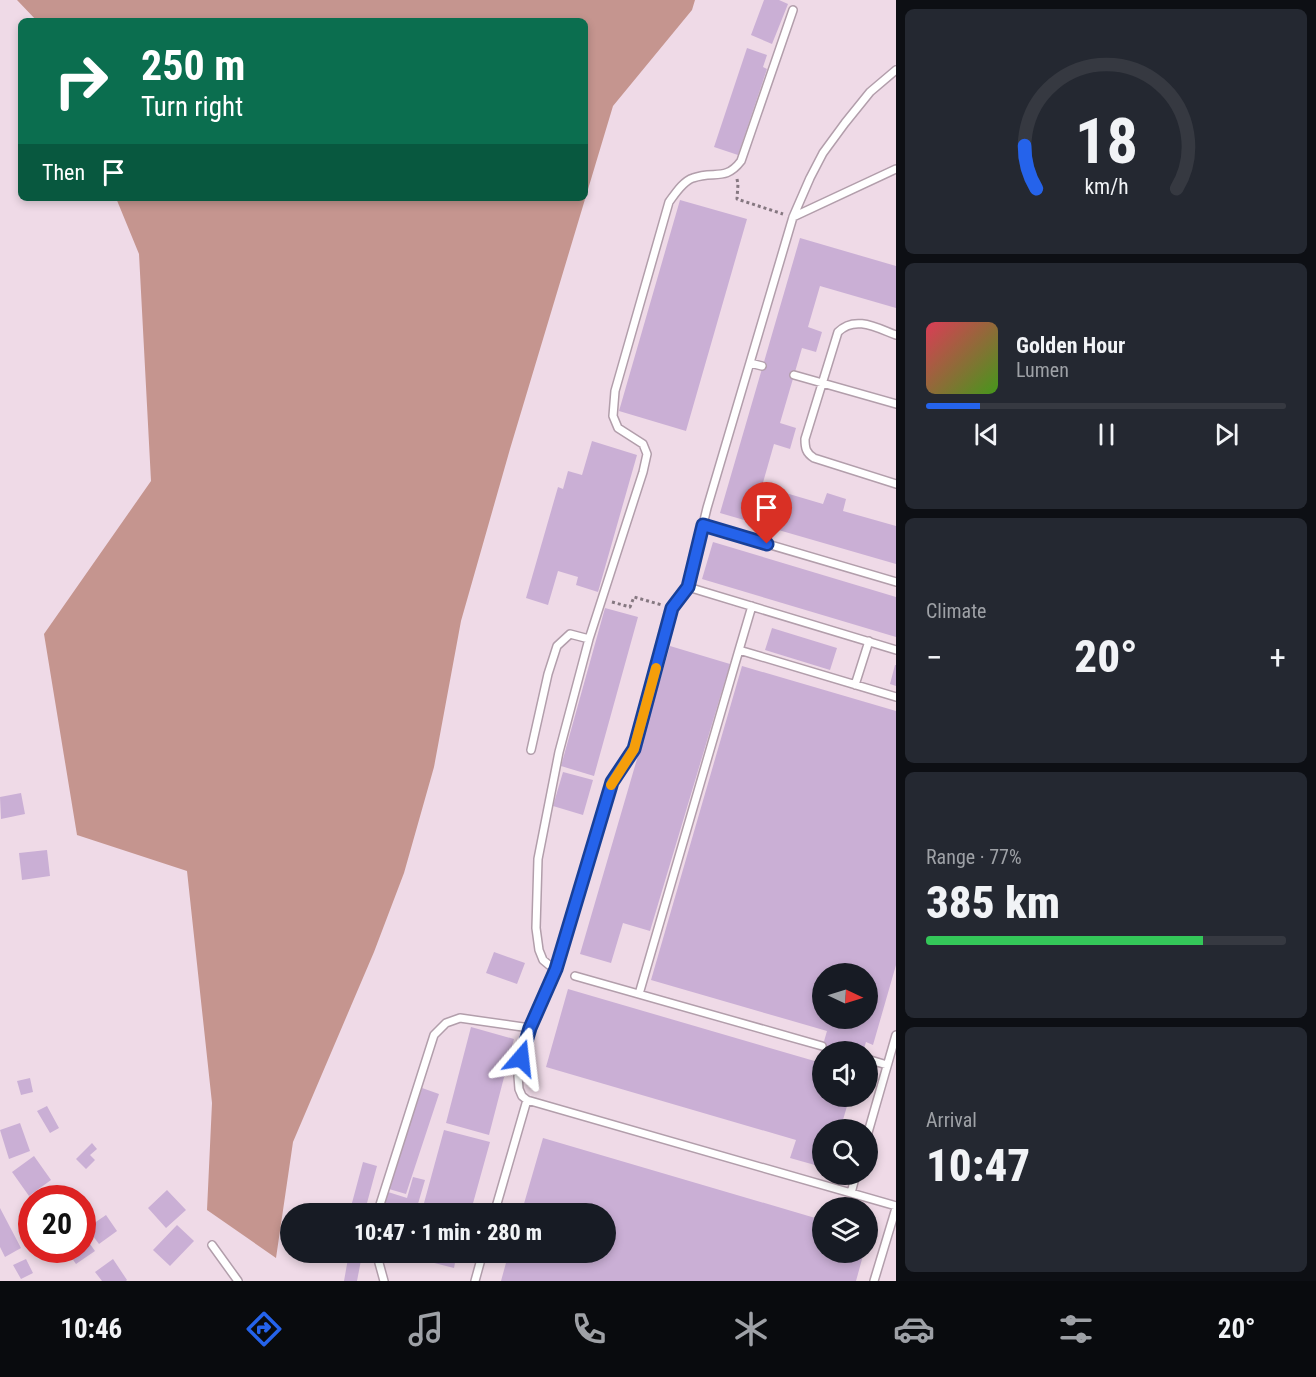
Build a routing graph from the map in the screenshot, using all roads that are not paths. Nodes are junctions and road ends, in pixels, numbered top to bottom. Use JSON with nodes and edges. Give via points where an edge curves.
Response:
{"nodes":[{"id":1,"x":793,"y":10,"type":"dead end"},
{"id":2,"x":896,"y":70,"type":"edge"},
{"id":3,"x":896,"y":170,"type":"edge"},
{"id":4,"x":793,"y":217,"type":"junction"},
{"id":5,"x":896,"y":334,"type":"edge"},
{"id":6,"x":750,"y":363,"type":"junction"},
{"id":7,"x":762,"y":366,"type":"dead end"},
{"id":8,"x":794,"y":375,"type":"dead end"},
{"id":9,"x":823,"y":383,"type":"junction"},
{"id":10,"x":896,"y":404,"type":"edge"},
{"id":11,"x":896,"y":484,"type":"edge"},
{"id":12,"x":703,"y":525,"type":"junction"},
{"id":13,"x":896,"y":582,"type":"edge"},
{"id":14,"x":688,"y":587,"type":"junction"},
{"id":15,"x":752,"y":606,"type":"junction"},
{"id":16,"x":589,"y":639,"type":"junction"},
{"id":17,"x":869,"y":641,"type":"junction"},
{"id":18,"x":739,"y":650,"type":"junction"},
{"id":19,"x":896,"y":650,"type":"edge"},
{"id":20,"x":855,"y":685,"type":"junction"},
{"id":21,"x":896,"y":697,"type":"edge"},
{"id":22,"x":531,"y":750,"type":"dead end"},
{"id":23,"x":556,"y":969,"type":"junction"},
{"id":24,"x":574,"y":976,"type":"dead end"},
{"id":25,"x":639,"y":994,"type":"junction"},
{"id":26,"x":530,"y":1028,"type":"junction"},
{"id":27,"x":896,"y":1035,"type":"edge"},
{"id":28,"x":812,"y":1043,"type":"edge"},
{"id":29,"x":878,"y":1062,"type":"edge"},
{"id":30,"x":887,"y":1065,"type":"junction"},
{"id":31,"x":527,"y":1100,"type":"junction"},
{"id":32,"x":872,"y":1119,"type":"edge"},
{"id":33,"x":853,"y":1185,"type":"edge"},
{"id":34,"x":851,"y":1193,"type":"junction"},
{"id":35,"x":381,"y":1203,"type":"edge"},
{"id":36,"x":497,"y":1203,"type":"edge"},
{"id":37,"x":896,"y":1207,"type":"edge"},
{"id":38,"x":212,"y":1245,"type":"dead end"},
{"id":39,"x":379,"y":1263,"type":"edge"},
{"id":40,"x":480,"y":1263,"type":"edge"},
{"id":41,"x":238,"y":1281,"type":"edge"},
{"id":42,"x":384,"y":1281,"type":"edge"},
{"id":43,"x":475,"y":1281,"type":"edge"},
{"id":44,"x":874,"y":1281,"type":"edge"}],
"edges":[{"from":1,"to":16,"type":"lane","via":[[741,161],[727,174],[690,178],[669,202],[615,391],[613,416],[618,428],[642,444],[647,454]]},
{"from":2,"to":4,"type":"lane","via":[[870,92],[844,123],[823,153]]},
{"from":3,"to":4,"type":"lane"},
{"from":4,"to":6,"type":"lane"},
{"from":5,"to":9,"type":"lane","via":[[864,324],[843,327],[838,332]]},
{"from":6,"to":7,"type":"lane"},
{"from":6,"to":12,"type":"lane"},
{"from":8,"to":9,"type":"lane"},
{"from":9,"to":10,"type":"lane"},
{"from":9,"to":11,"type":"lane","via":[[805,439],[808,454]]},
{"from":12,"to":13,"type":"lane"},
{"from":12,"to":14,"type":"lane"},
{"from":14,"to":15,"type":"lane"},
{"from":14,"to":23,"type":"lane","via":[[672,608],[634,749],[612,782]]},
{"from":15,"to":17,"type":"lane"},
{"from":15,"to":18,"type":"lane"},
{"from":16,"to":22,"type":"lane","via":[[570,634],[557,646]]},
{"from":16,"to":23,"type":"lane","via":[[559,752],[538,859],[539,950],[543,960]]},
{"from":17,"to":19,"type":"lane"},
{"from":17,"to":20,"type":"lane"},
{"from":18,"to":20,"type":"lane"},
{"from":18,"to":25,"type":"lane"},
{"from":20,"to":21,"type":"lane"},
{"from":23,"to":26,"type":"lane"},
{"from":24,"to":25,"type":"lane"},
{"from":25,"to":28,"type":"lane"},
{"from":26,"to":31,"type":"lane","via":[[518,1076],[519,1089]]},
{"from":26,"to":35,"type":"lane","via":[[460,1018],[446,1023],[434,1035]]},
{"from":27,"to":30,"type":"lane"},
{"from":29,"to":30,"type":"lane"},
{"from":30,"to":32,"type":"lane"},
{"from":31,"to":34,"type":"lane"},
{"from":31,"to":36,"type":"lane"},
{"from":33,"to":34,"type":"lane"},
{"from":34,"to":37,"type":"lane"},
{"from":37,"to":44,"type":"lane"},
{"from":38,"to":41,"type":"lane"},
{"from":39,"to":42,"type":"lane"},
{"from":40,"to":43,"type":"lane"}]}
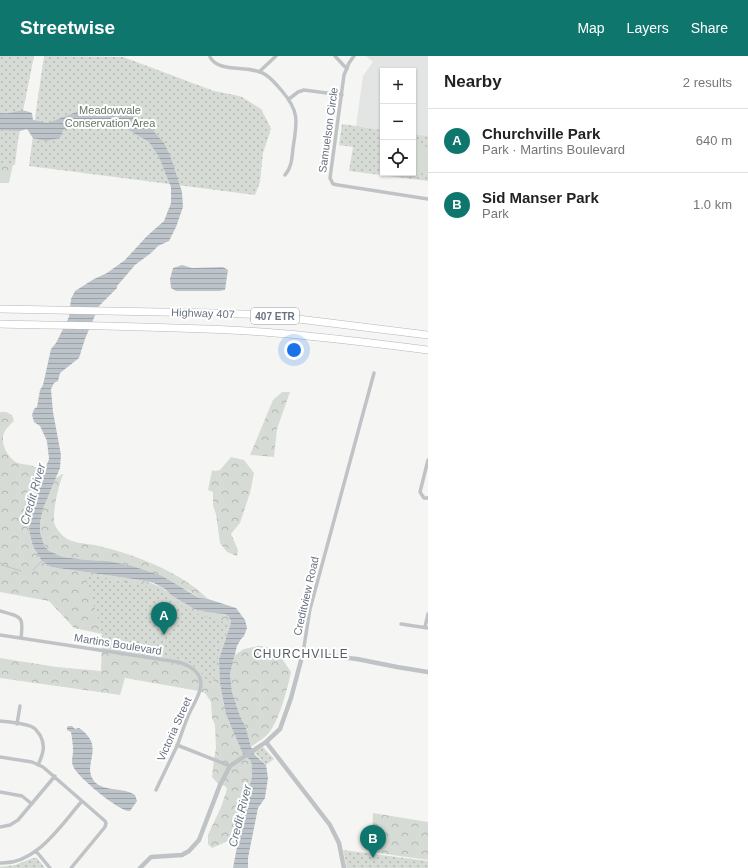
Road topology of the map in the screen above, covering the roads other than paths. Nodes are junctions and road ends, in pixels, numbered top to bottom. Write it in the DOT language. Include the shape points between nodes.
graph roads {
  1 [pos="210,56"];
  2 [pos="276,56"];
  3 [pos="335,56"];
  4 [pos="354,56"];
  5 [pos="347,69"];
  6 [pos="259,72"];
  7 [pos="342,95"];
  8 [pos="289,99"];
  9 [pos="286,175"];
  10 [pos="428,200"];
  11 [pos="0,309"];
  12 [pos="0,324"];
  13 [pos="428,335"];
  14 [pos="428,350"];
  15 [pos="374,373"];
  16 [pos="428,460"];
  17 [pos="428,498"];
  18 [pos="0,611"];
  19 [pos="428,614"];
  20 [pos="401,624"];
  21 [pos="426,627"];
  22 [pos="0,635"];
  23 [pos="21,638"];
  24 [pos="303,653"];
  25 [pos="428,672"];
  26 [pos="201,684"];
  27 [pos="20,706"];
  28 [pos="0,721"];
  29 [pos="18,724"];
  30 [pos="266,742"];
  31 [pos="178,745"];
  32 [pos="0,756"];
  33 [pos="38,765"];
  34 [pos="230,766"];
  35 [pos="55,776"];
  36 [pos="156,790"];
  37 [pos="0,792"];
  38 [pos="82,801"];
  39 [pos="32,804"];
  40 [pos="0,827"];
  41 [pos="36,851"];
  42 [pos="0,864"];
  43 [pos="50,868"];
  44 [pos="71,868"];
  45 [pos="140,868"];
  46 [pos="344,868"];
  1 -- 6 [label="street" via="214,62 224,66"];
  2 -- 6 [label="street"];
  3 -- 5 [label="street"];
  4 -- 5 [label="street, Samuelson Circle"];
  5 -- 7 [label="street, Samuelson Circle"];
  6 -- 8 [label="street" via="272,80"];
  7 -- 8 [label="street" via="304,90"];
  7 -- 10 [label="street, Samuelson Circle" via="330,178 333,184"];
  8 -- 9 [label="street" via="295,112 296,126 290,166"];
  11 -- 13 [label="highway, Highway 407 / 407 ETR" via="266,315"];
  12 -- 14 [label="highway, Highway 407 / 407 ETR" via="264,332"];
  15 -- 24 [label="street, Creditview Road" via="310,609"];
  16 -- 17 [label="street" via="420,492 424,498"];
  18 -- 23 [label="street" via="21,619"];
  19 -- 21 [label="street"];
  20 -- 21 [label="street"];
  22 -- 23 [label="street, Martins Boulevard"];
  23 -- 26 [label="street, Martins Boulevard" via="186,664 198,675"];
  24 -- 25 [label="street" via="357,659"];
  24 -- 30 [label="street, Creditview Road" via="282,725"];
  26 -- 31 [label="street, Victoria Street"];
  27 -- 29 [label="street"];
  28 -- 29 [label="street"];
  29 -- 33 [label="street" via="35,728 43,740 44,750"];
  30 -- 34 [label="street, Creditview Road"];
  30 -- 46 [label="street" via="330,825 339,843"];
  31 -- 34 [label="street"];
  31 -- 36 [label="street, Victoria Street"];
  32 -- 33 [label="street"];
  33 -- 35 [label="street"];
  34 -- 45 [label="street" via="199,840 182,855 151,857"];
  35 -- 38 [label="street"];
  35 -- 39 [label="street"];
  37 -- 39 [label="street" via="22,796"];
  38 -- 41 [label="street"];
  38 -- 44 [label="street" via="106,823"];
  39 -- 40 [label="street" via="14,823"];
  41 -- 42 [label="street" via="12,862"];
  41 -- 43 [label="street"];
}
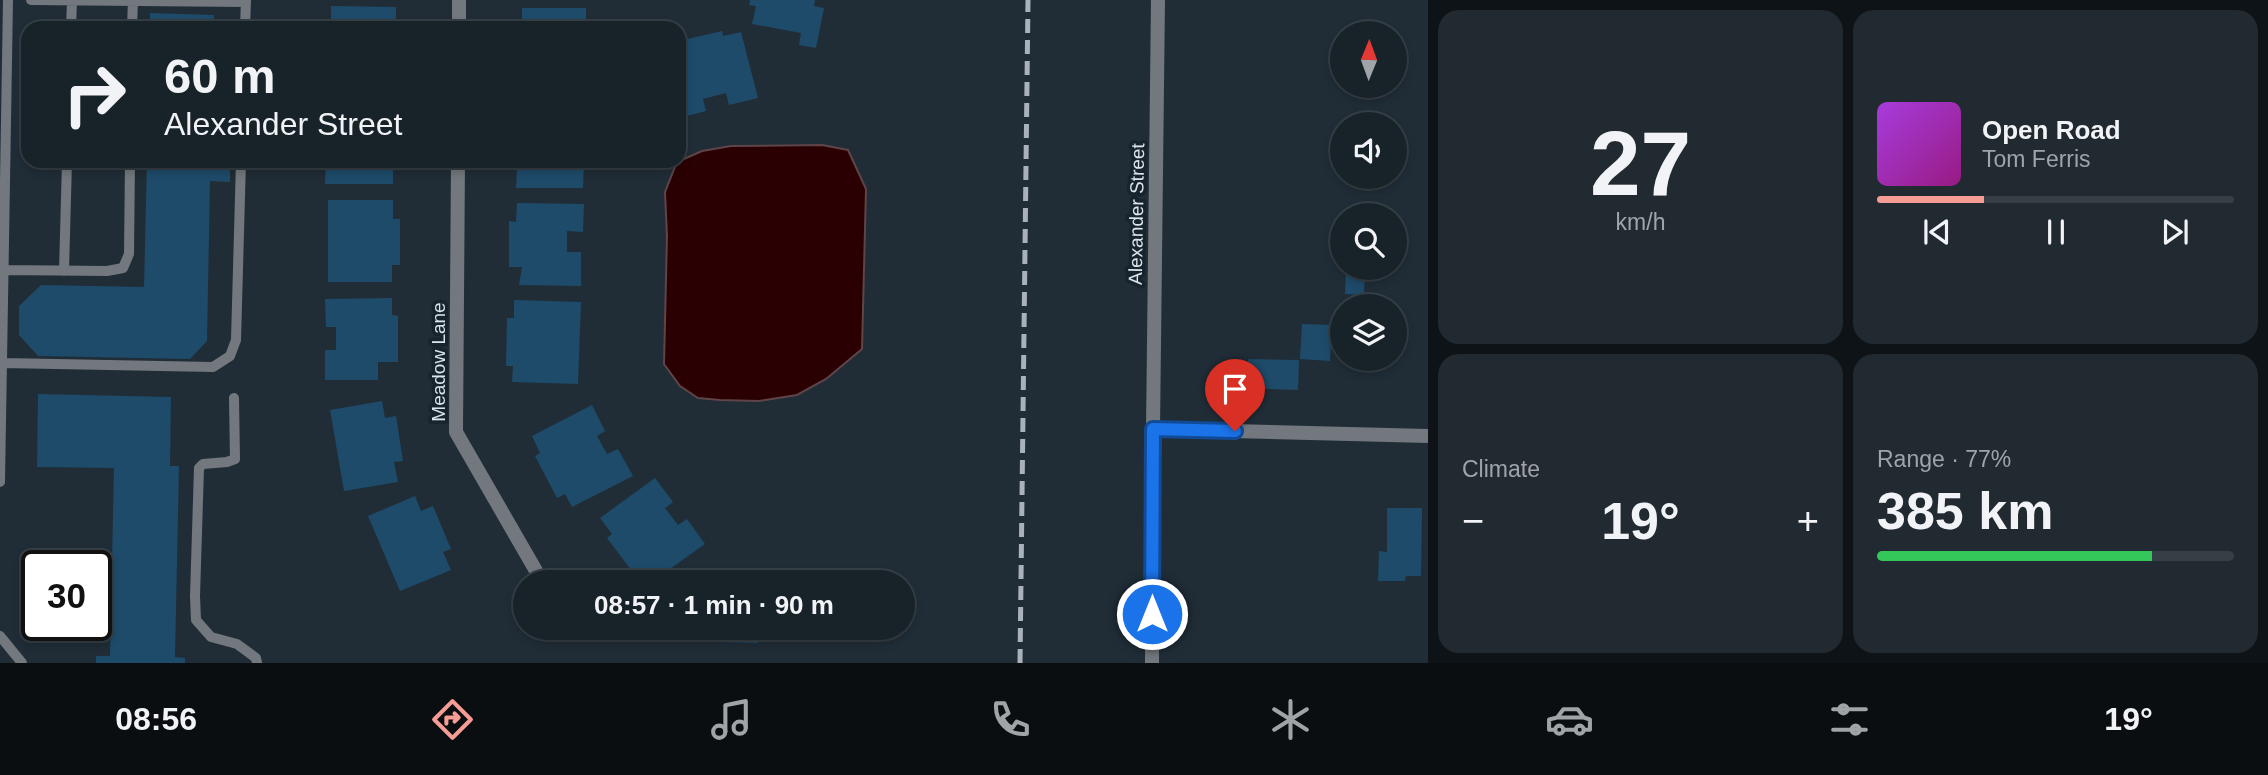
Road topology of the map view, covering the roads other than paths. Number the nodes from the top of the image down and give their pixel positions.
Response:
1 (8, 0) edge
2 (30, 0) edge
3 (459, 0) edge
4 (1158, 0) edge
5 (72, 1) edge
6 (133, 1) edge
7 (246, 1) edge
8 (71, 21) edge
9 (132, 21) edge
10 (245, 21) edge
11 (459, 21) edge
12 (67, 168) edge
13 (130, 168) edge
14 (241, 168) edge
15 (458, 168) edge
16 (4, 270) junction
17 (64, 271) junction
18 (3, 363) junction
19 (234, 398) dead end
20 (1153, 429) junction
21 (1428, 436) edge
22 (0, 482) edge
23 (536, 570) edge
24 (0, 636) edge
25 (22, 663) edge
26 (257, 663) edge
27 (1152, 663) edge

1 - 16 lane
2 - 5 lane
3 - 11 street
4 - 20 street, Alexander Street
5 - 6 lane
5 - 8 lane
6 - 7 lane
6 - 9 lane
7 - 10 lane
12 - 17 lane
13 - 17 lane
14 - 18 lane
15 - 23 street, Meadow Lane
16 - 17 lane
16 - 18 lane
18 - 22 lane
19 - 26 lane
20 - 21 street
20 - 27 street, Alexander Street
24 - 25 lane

◇ ◇ ◇

Copy each line exactly, beginning at the one with "Road topology of the map view, covering" and stopping after the last line of the entries. Include nothing else.

- _EXERCISE ANSWER_:
Road topology of the map view, covering the roads other than paths. Number the nodes from the top of the image down and give their pixel positions.
Response:
1 (8, 0) edge
2 (30, 0) edge
3 (459, 0) edge
4 (1158, 0) edge
5 (72, 1) edge
6 (133, 1) edge
7 (246, 1) edge
8 (71, 21) edge
9 (132, 21) edge
10 (245, 21) edge
11 (459, 21) edge
12 (67, 168) edge
13 (130, 168) edge
14 (241, 168) edge
15 (458, 168) edge
16 (4, 270) junction
17 (64, 271) junction
18 (3, 363) junction
19 (234, 398) dead end
20 (1153, 429) junction
21 (1428, 436) edge
22 (0, 482) edge
23 (536, 570) edge
24 (0, 636) edge
25 (22, 663) edge
26 (257, 663) edge
27 (1152, 663) edge

1 - 16 lane
2 - 5 lane
3 - 11 street
4 - 20 street, Alexander Street
5 - 6 lane
5 - 8 lane
6 - 7 lane
6 - 9 lane
7 - 10 lane
12 - 17 lane
13 - 17 lane
14 - 18 lane
15 - 23 street, Meadow Lane
16 - 17 lane
16 - 18 lane
18 - 22 lane
19 - 26 lane
20 - 21 street
20 - 27 street, Alexander Street
24 - 25 lane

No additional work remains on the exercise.